An abundance of creativity, art and heritage shaped by the Whanganui River, Te Awa O Whanganui
Waimarie Paddle Steamer
Cruise on the last authentic coal fired paddle steamer in New Zealand. Glide along the Whanganui River travelling the way of early years. Stoke the boiler for a true heritage experience.
Hot glass, interactive workshops and an enticing gallery! See or try first hand the mesmerising processes of making glass art. Large and small works from renowned New Zealand glass artists enthrall and amaze. A must do stop.
Durie Hill Elevator and Tower
Take the underground elevator built in 1919 to the top of Durie Hill. Climb the 176 spiral staircase of the shell rock Durie Hill War Memorial Tower for 360 degree views of the city and river.
Bushy Park Sanctuary
A 100 hectare wetland and virgin lowland forest sanctuary for native wildlife. Easy walking trails and prolific native bird life. "Ratanui", the largest northern rata in the southern hemisphere estimated at between 500 and 1000 years old, 43 m
Did you know?
Kō au te Āwa, kō te Āwa kō au. I am the river, the river is me. New Zealand’s longest navigable river, from the mountains to the sea, is defined and adopted by this Māori proverb for all who love and visit this place.
Visit the city of Whanganui and see the resurgence of heritage, arts, culture and innovation.
Surrounded by mountains and native forest, Whanganui is big enough to draw crowds and small enough to be intimate.
Air Chathams flies from Auckland to Whanganui 3 times a day Monday to Friday, once on a Saturday and twice on a Sunday. It’s a quick and easy flight taking only an hour and Air Chathams provides the fastest direct route from Auckland to Whanganui.
With the inaugural Whanganui Heritage Month launched in August 2019, there are a number of wonderful heritage attractions set in and around the town and riverfront.

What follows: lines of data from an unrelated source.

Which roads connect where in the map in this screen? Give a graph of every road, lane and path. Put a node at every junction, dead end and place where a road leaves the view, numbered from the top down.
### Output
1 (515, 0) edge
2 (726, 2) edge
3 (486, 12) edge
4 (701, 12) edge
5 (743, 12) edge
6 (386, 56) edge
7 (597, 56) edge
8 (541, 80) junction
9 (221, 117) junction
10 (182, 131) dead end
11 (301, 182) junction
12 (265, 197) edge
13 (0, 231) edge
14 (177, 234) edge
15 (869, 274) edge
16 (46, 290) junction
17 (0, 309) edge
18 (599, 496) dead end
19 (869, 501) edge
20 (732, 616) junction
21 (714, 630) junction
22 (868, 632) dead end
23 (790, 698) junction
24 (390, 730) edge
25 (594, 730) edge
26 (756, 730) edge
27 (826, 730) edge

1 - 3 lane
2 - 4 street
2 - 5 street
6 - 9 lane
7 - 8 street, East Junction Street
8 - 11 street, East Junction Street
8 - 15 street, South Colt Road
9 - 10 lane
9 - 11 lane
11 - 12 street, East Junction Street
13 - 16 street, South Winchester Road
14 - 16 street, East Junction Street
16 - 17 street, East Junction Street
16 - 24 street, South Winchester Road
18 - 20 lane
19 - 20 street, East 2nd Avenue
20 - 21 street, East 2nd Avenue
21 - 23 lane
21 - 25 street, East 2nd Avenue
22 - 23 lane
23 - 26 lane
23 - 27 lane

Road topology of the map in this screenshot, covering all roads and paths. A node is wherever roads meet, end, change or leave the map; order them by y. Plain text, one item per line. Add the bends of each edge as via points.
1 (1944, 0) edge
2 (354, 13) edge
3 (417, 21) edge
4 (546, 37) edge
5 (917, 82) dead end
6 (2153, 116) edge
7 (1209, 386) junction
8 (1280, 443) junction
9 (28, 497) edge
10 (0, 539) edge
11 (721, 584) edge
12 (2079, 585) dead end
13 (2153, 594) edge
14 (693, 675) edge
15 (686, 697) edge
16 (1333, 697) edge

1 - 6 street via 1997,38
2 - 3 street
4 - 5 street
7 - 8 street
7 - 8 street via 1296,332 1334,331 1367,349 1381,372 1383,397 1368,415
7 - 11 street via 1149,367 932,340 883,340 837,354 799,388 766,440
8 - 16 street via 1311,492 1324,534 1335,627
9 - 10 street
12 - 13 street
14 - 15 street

Named New Zealand’s Most Beautiful Small City in 2020.
It’s easy to enjoy walking along Victoria Street, stopping in at cafés and independent retail outlets before heading along the Whanganui River’s walkway.
Te Awa o Whanganui (the Whanganui River) is a major river in the North Island of New Zealand.

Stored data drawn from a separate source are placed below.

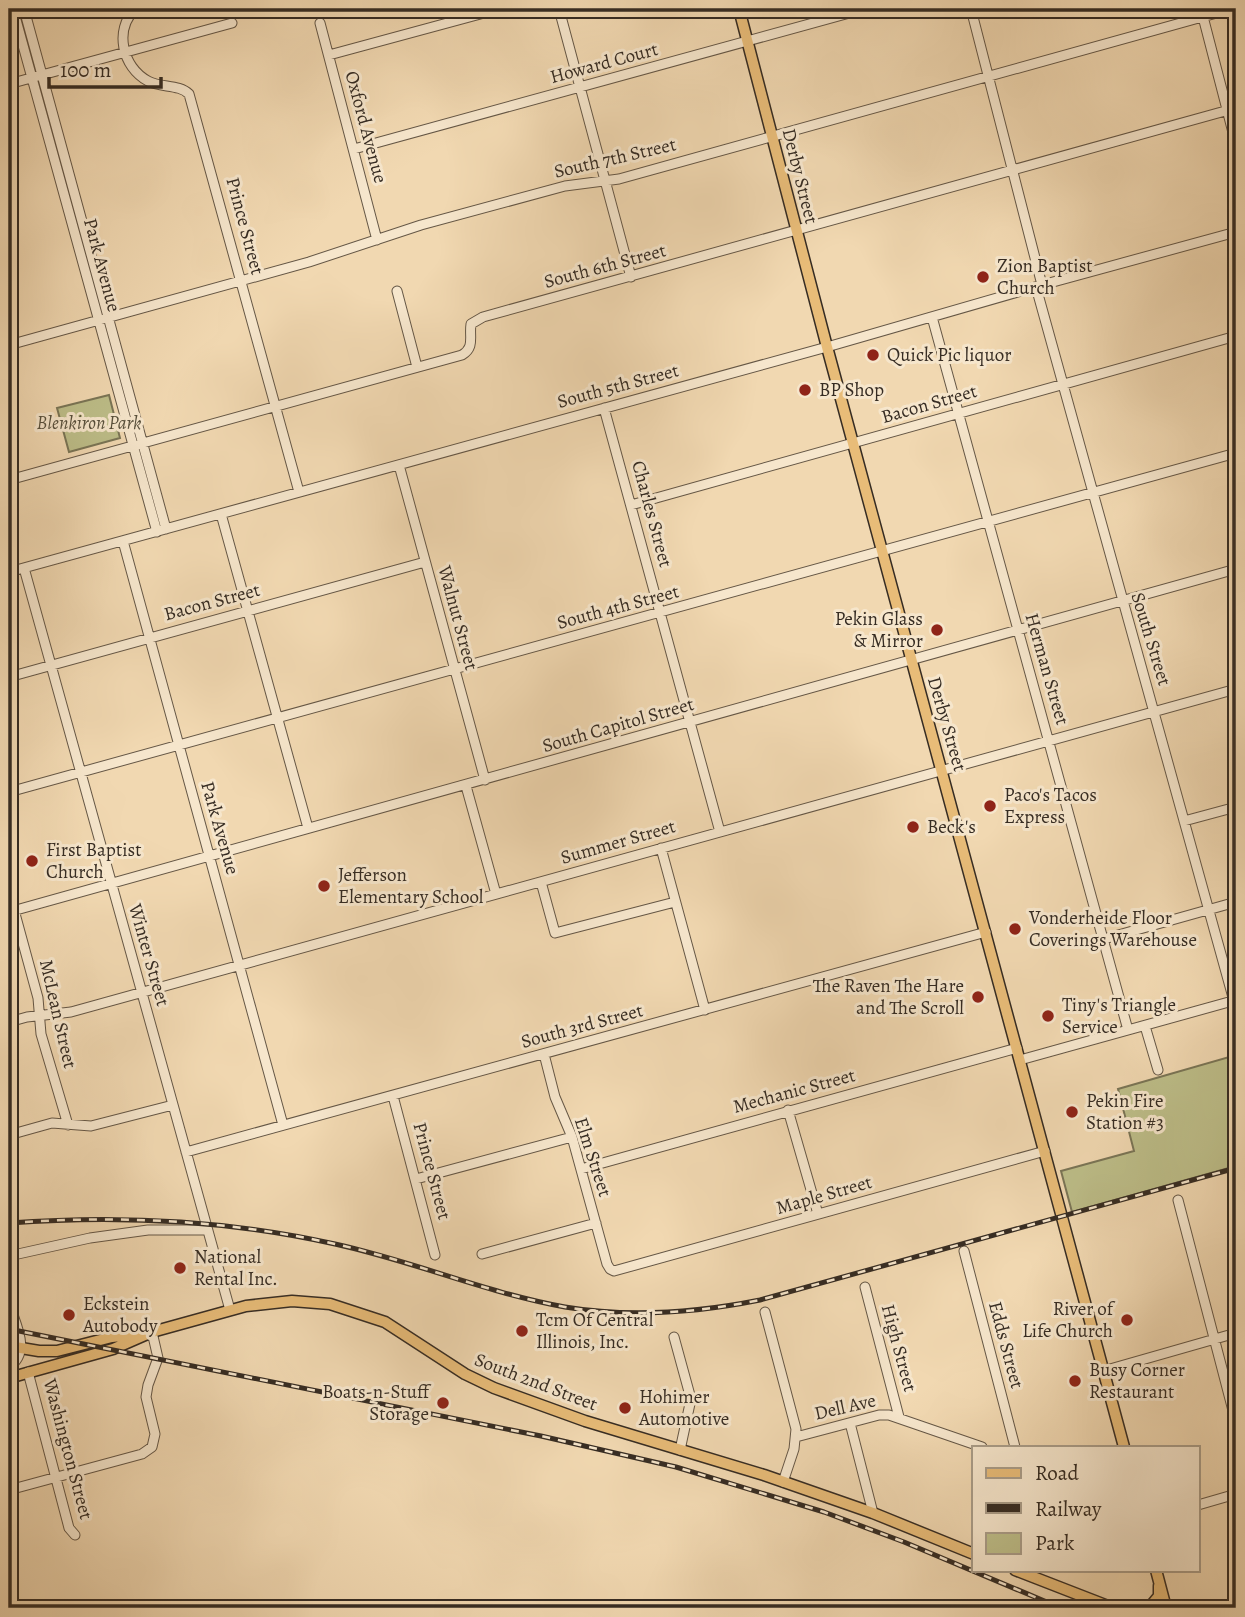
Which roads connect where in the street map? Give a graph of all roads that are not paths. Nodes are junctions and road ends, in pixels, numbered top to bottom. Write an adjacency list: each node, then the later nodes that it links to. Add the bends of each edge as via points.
1 (13, 9): 18 (street, Park Avenue)
2 (24, 9): 16 (street, Park Avenue)
3 (135, 9): 14 (street, via 123,34)
4 (499, 9): 15 (street)
5 (559, 9): 20 (street)
6 (739, 9): 13 (main road, Derby Street)
7 (864, 9): 13 (street, Howard Court)
8 (971, 9): 17 (street, South Street)
9 (1231, 9): 10 (street, South 7th Street)
10 (1202, 13): 17 (street, South 7th Street); 21 (street)
11 (232, 23): 14 (street)
12 (320, 23): 15 (street, Oxford Avenue)
13 (748, 41): 20 (street, Howard Court); 22 (main road, Derby Street)
14 (125, 52): 16 (street); 31 (street, Prince Street, via 134,69 148,81 190,94)
15 (329, 55): 24 (street, Oxford Avenue)
16 (42, 75): 18 (street); 35 (street, Park Avenue)
17 (988, 76): 22 (street, South 7th Street); 25 (street, South Street)
18 (32, 78): 19 (street); 35 (street, Park Avenue)
19 (9, 84)
20 (580, 88): 24 (street, Howard Court); 26 (street)
21 (1232, 110): 23 (street); 25 (street, South 6th Street)
22 (772, 136): 26 (street, South 7th Street); 27 (main road, Derby Street)
23 (1236, 144)
24 (354, 149): 29 (street, Oxford Avenue)
25 (1013, 171): 27 (street, South 6th Street); 32 (street, South Street)
26 (605, 181): 29 (street, South 7th Street, via 565,186); 30 (street)
27 (796, 231): 30 (street, South 6th Street); 39 (main road, Derby Street)
28 (1236, 232): 32 (street, South 5th Street)
29 (377, 240): 31 (street, South 7th Street)
30 (631, 277): 40 (street, South 6th Street, via 476,320 467,352)
31 (242, 281): 35 (street, South 7th Street); 42 (street, Prince Street)
32 (1039, 286): 34 (street, South 5th Street); 41 (street, South Street)
33 (397, 292): 40 (street)
34 (932, 317): 39 (street, South 5th Street); 44 (street, Herman Street)
35 (104, 318): 38 (street, South 7th Street); 45 (street, Park Avenue)
36 (9, 321): 38 (street)
37 (1236, 336): 41 (street, Bacon Street)
38 (12, 344)
39 (827, 348): 43 (street, South 5th Street); 46 (main road, Derby Street)
40 (416, 367): 42 (street, South 6th Street)
41 (1062, 384): 44 (street, Bacon Street); 51 (street, South Street)
42 (276, 406): 45 (street, South 6th Street); 50 (street, Prince Street)
43 (604, 408): 48 (street, South 5th Street); 52 (street, Charles Street)
44 (958, 415): 46 (street, Bacon Street); 54 (street, Herman Street)
45 (138, 444): 49 (street, South 6th Street); 55 (street, Park Avenue)
46 (853, 444): 52 (street, Bacon Street); 57 (main road, Derby Street)
47 (1236, 453): 51 (street, South 4th Street)
48 (398, 465): 50 (street, South 5th Street); 58 (street, Walnut Street)
49 (9, 480)
50 (299, 492): 53 (street, South 5th Street)
51 (1092, 493): 54 (street, South 4th Street); 62 (street, South Street)
52 (631, 505): 64 (street, Charles Street)
53 (221, 514): 55 (street, South 5th Street); 63 (street)
54 (987, 522): 57 (street, South 4th Street); 65 (street, Herman Street)
55 (162, 530): 56 (street, South 5th Street)
56 (122, 541): 59 (street, South 5th Street); 66 (street, Park Avenue)
57 (883, 552): 64 (street, South 4th Street); 67 (main road, Derby Street)
58 (425, 562): 63 (street, Bacon Street); 69 (street, Walnut Street)
59 (24, 568): 61 (street, South 5th Street); 68 (street, Winter Street)
60 (1236, 569): 62 (street, South Capitol Street)
61 (9, 572)
62 (1121, 601): 65 (street, South Capitol Street); 72 (street, South Street)
63 (248, 610): 66 (street, Bacon Street); 73 (street)
64 (660, 614): 69 (street, South 4th Street); 74 (street, Charles Street)
65 (1017, 631): 67 (street, South Capitol Street); 75 (street, Herman Street)
66 (149, 638): 68 (street, Bacon Street); 76 (street, Park Avenue)
67 (911, 660): 74 (street, South Capitol Street); 77 (main road, Derby Street)
68 (51, 665): 70 (street, Bacon Street); 78 (street, Winter Street)
69 (454, 670): 73 (street, South 4th Street); 79 (street, Walnut Street)
70 (9, 677)
71 (1236, 689): 72 (street, Summer Street)
72 (1155, 711): 75 (street, Summer Street); 83 (street, South Street)
73 (277, 720): 76 (street, South 4th Street); 84 (street)
74 (690, 722): 79 (street, South Capitol Street); 85 (street, Charles Street)
75 (1049, 740): 77 (street, Summer Street); 96 (street, Herman Street)
76 (179, 747): 78 (street, South 4th Street); 87 (street, Park Avenue)
77 (942, 771): 85 (street, Summer Street); 95 (main road, Derby Street)
78 (80, 773): 81 (street, South 4th Street); 89 (street, Winter Street)
79 (485, 780): 80 (street, South Capitol Street)
80 (466, 786): 84 (street, South Capitol Street); 90 (street)
81 (9, 792)
82 (1236, 807): 83 (street)
83 (1184, 821): 93 (street, South Street)
84 (308, 828): 87 (street, South Capitol Street)
85 (720, 832): 86 (street, Summer Street)
86 (661, 848): 88 (street, Summer Street); 91 (street)
87 (210, 855): 89 (street, South Capitol Street); 97 (street, Park Avenue)
88 (541, 882): 90 (street, Summer Street); 91 (street, via 555,933)
89 (111, 884): 94 (street, South Capitol Street); 98 (street, Winter Street)
90 (496, 894): 97 (street, Summer Street)
91 (676, 902): 100 (street)
92 (1236, 902): 93 (street)
93 (1208, 909): 96 (street); 99 (street, South Street)
94 (11, 911): 101 (street, McLean Street)
95 (986, 932): 100 (street, South 3rd Street); 105 (main road, Derby Street)
96 (1104, 939): 104 (street, Herman Street)
97 (240, 965): 98 (street, Summer Street); 113 (street, Park Avenue)
98 (141, 992): 101 (street, Summer Street); 110 (street, Winter Street)
99 (1235, 1000): 103 (street)
100 (705, 1010): 106 (street, South 3rd Street)
101 (40, 1017): 102 (street, Summer Street); 112 (street, McLean Street)
102 (9, 1022)
103 (1145, 1026): 104 (street); 108 (street)
104 (1128, 1030): 107 (street)
105 (1017, 1048): 107 (main road, Derby Street); 111 (street, Mechanic Street)
106 (544, 1054): 109 (street, South 3rd Street); 115 (street, Elm Street)
107 (1020, 1060): 116 (main road, Derby Street)
108 (1158, 1070)
109 (393, 1096): 113 (street, South 3rd Street); 119 (street, Prince Street)
110 (173, 1105): 112 (street, via 91,1126); 117 (street, Winter Street)
111 (789, 1110): 118 (street, Mechanic Street); 121 (street)
112 (68, 1125): 114 (street, via 50,1124)
113 (283, 1125): 117 (street, South 3rd Street)
114 (9, 1135)
115 (572, 1137): 118 (street, Elm Street); 119 (street)
116 (1045, 1151): 121 (street, Maple Street); 141 (main road, Derby Street)
117 (186, 1152): 123 (street, Winter Street)
118 (581, 1169): 122 (street, Elm Street)
119 (416, 1179): 126 (street, Prince Street)
120 (1178, 1200): 137 (street)
121 (818, 1214): 128 (street, Maple Street)
122 (596, 1223): 125 (street); 128 (street, Elm Street)
123 (207, 1230): 127 (street, via 148,1230); 131 (street, Winter Street)
124 (964, 1251): 149 (street, Edds Street)
125 (482, 1254)
126 (435, 1255)
127 (9, 1256)
128 (612, 1270)
129 (865, 1287): 144 (street, High Street)
130 (10, 1306): 135 (street); 139 (street)
131 (230, 1310): 133 (main road, South 2nd Street); 151 (main road, South 2nd Street, via 295,1301 370,1315 494,1388)
132 (765, 1312): 147 (street)
133 (152, 1332): 139 (main road, via 57,1352); 142 (main road, South 2nd Street, via 113,1349); 152 (street, via 158,1358 146,1397 155,1437 152,1447 142,1454)
134 (1236, 1333): 137 (street)
135 (9, 1335)
136 (674, 1337): 151 (street, via 691,1398)
137 (1214, 1339): 141 (street); 145 (street)
138 (9, 1346): 139 (main road)
139 (21, 1349): 140 (street)
140 (9, 1367)
141 (1103, 1371): 150 (main road, Derby Street)
142 (28, 1372): 143 (main road, South 2nd Street); 152 (street, Washington Street)
143 (9, 1378)
144 (899, 1417): 146 (street, Dell Ave, via 879,1415); 148 (street, Dell Ave)
145 (1236, 1422)
146 (850, 1423): 147 (street, Dell Ave); 157 (street)
147 (796, 1437): 153 (street)
148 (979, 1446)
149 (1015, 1446)
150 (1124, 1446)
151 (680, 1450): 153 (main road, South 2nd Street)
152 (56, 1478): 154 (street); 158 (street, Washington Street)
153 (783, 1482): 157 (main road, South 2nd Street)
154 (9, 1490)
155 (1236, 1494): 156 (street)
156 (1200, 1503)
157 (873, 1513): 159 (main road, South 2nd Street)
158 (75, 1535)
159 (972, 1553)
160 (1020, 1572): 162 (main road)
161 (1158, 1575): 163 (main road, via 1159,1596); 164 (main road)
162 (1113, 1608)
163 (1149, 1608)
164 (1166, 1608)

It is the country's third-longest river, and the longest navigable river with special status owing to its importance to the region's Māori people.
In March 2017 it became the world's second natural resource to be given its own legal identity, with the rights, duties and liabilities of a legal person.
Coupled with a rich Māori history of settlement and trade, Whanganui also has many stories of early European settlement and places benefacted for the beauty and growth of the city today.
The Durie Hill Elevator is Sixty-six metres high and was built in 1919. It is New Zealand’s only public underground elevator and unique in the southern hemisphere!
A pedestrian tunnel leads to the elevator and at the top the panoramic views of the Tasman Sea, Mount Ruapehu and Mount Taranaki are amazing.
Right next to the elevator tower is the fantastic War Memorial Tower, which, when climbed, will offer an even more amazing vista of the city!
Other heritage attractions are the Waimarie Paddle Steamer, the Wairua Motor Vessel, Sarjeant Gallery, Whanganui Regional Museum, St Paul’s Memorial Church at Putiki and historic Royal Wanganui Opera House.
Head for a weekend with Air Chathams.
You can fly from Auckland to Whanganui at 6:20pm on a Friday evening and arrive at 7:20pm.
Return on a Sunday at 4:45pm with a Whanganui to Auckland flight arriving at 5:45pm or make the most of the day and head back to Auckland on the 6:45am departure Monday morning from the Whanganui Airport.
You’ll be at the Auckland Airport by 7:45am in time for a second coffee!
With a climate reputed to be the fourth most temperate in the world, outdoor living and experiences are not to be forgotten.
Three beaches, Castlecliff Beach, South Beach and Kai Iwi Beach, are all close to the town.
Cycle trails and tracks, numerous art galleries and events, the New Zealand Glassworks and several music venues as well as a great café culture are all there to enjoy.
You won’t run out of things to do.
Visit the Whanganui River Traders and Farmers Markets on a Saturday and take a casual stroll along the river boardwalks.
People are friendly and will greet you with “kia ora” while shopping the independent boutiques and retro shops is a treat.
Bason Botanic Gardens, Virginia Lake, Paloma Gardens and the iconic Kowhai Park with cartoon and nursery rhyme figures, a pirate ship, octopus and dinosaur slide attracts generations of families every day.
Don’t be surprised to find an immediate sense of connection, an unexpected little slice of heaven, and real New Zealand authenticity in Whanganui today.